Time recently published an article questioning whether it was time to do away with the use of the word “marriage” in the civil sense. Some of the individuals I interact with on-line began a discussion that revolved around the idea – sometimes stated and sometimes just an undercurrent – that neither government or religion have any place defining, codifying, protecting or legitimizing marriage (and I would probably be just in generalizing to any social contract).
All this talk about “neither the government or religion have any place” seems to be just hollow argument. The reason government has any stake in marriage is it believes that marriage provides some social benefit. If a given government thinks that marriage provides a social benefit worth protecting or codifying, it will do so. It makes little sense then to say that government has no right (or place) to do so. And government can (and has) chosen to codify or protect in the way it sees best fit. This can be with or without religious input – though the religious underpinnings of the society will undoubtedly have impact on the resulting arrangement and practice, even if established religious organizations do not. It can be in agreement, or in opposition, to the general religious and social milieu. But to say that government has no place seems more rhetoric than logic to me.

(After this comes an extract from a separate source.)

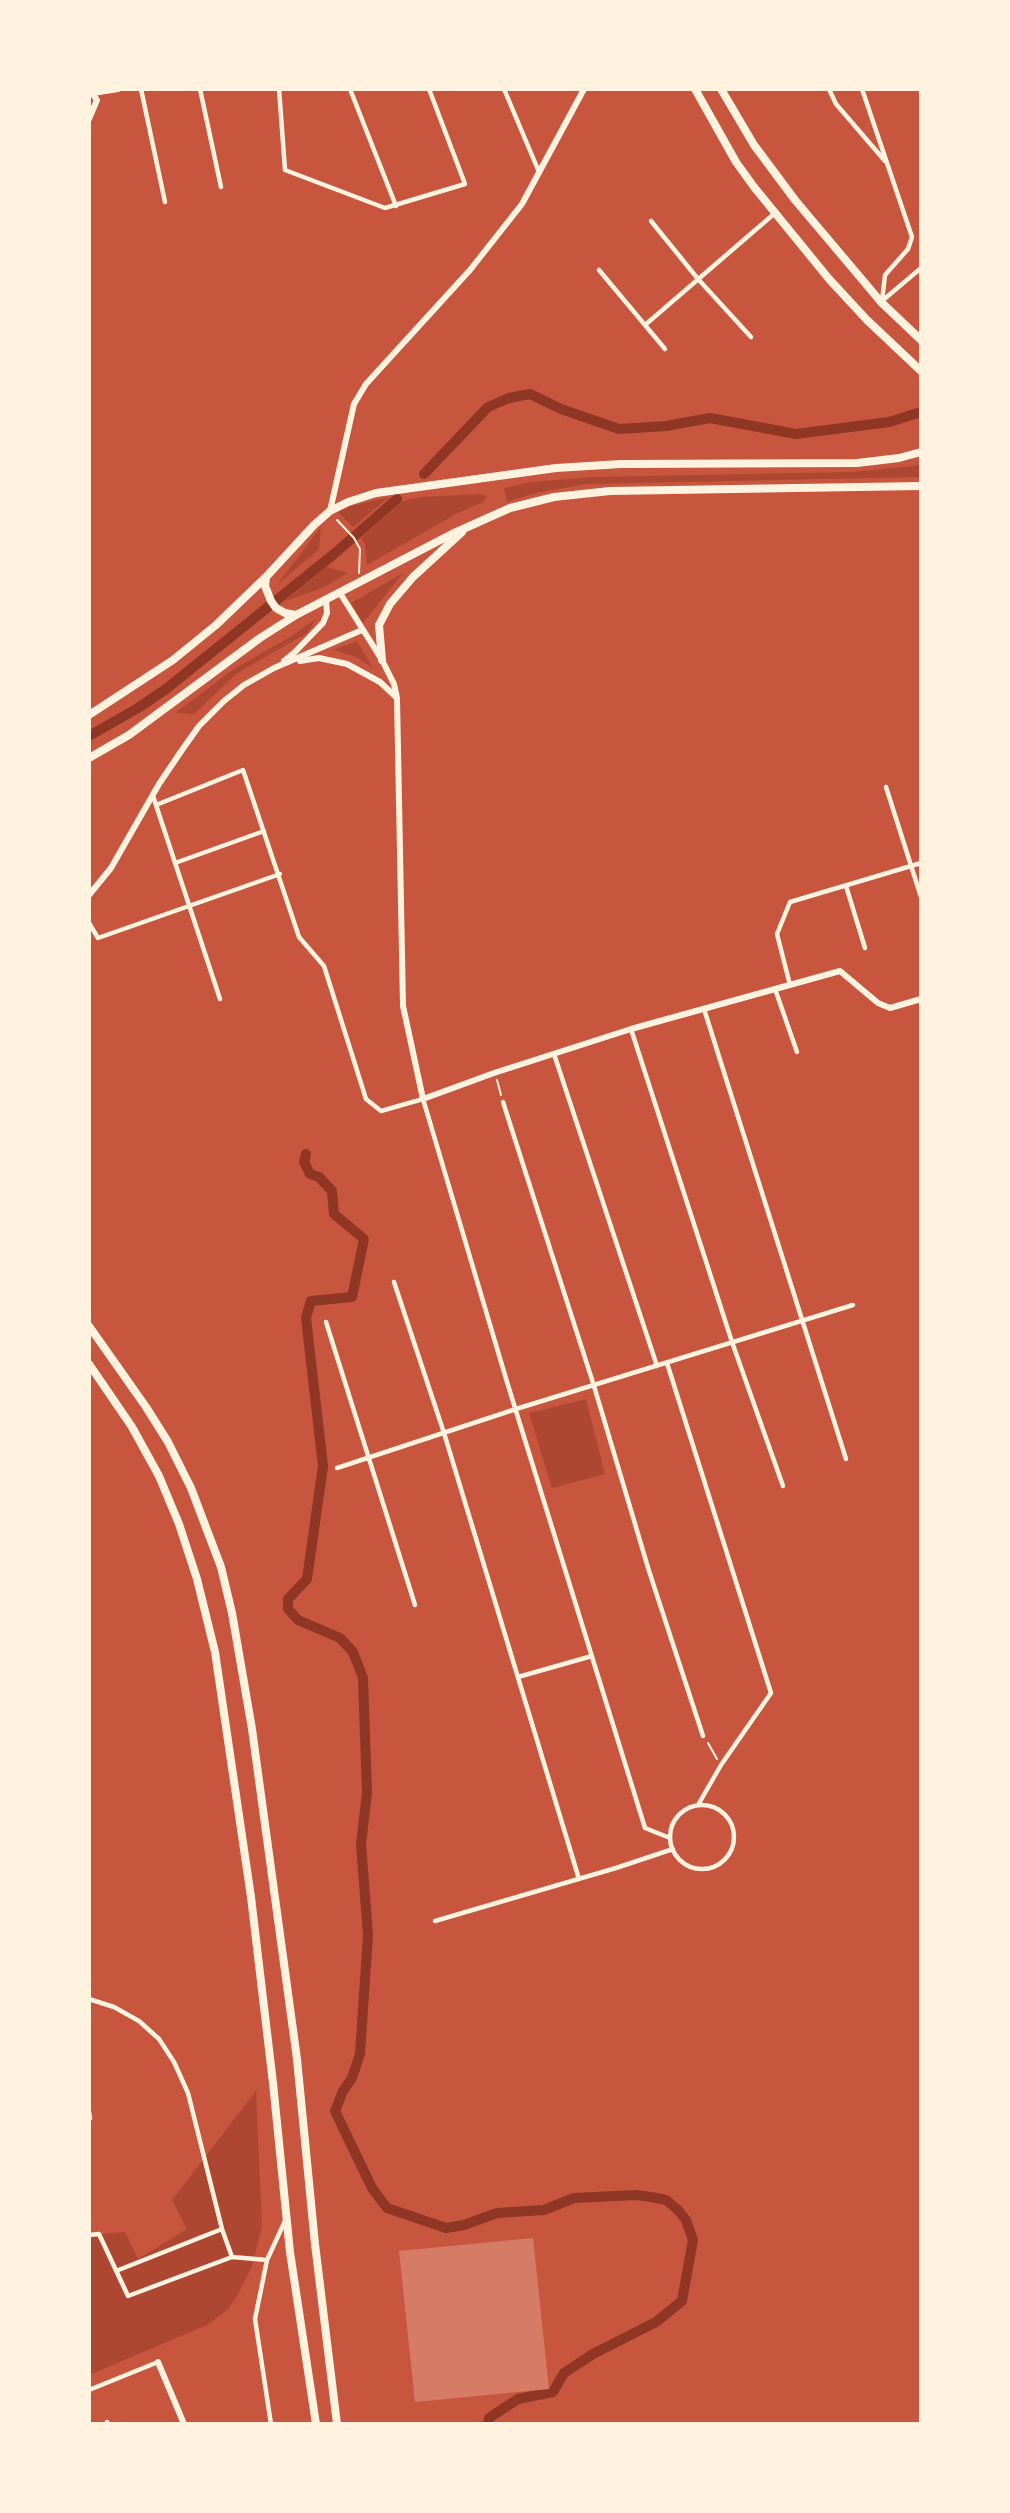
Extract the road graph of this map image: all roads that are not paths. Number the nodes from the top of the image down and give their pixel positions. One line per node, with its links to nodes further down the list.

That religion has no place in defining marriage or codifying terminology and practice seems to be wishful, rather than pragmatic. As I cannot think of a religion that does not speak to the way in which human relationships (including marriage and courtship) should and can work, I think it unlikely that one could justifiably say religion has no place. Whether organized religion has a right to dictate to culture the character of that arrangement is certainly a question, but since people often make decisions based on their religious belief and practice (or lack of religious belief and practice, as the case may be), religion does indeed have an impact and a “place” in the discussion.
Changing terminology will not fix this social (and moral, to many) issue. And I believe that the same people who say that government and religion have “no place” would often run to the support of those governments and religions if they offered a hope of defending their position. The call of “no place” merely states, “If you will not side with me, then get out of my way.” In my own opinion, it is a distraction from the real discussion.